- TASK REQUIREMENTS -
Pictures aside, copy exactly each line from the one that holds "middle pip: (208, 216)" through the last line of the records below.

• • •

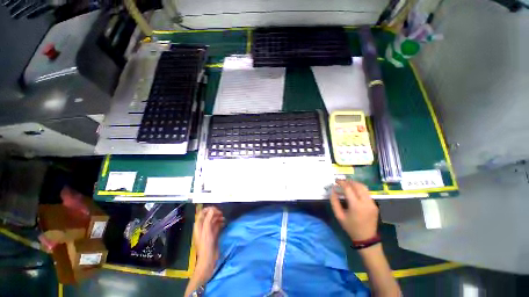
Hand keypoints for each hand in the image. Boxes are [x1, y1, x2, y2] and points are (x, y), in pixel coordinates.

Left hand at [193, 207, 224, 281]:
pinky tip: (224, 223)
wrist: (208, 259)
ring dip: (219, 217)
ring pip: (213, 220)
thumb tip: (212, 210)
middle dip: (215, 213)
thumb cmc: (206, 245)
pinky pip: (217, 225)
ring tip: (224, 218)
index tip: (216, 209)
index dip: (209, 209)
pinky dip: (220, 223)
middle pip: (208, 216)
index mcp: (199, 225)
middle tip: (221, 213)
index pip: (202, 213)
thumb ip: (208, 219)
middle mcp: (203, 227)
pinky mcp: (213, 234)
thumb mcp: (207, 231)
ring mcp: (208, 231)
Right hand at [330, 179, 378, 241]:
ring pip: (364, 188)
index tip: (336, 181)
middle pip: (358, 185)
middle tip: (341, 181)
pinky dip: (359, 189)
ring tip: (347, 184)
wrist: (366, 238)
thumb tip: (333, 190)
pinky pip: (367, 193)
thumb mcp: (339, 215)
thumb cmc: (350, 227)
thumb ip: (334, 201)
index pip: (348, 188)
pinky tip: (354, 191)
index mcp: (356, 206)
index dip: (341, 183)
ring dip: (355, 184)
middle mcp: (366, 202)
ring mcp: (372, 203)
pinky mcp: (375, 205)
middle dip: (348, 181)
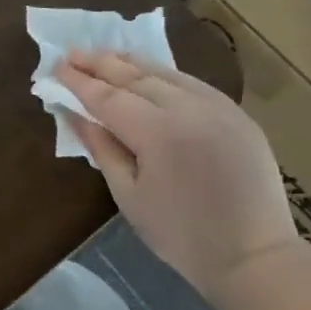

• • •

- TASK OUTPUT -
middle pip: (208, 216)
index mcp: (199, 225)
middle tip: (221, 213)
index pip: (202, 213)
thumb ip: (208, 219)
middle mcp: (203, 227)
pinky mcp: (213, 234)
thumb mcp: (207, 231)
ring mcp: (208, 231)
Right hand at [330, 179, 378, 241]:
ring pip: (364, 188)
index tip: (336, 181)
middle pip: (358, 185)
middle tip: (341, 181)
pinky dip: (359, 189)
ring tip: (347, 184)
wrist: (366, 238)
thumb tip: (333, 190)
pinky pip: (367, 193)
thumb mcp: (339, 215)
thumb cmc: (350, 227)
thumb ip: (334, 201)
index pip: (348, 188)
pinky tip: (354, 191)
index mcp: (356, 206)
index dip: (341, 183)
ring dip: (355, 184)
middle mcp: (366, 202)
ring mcp: (372, 203)
pinky mcp: (375, 205)
middle dip: (348, 181)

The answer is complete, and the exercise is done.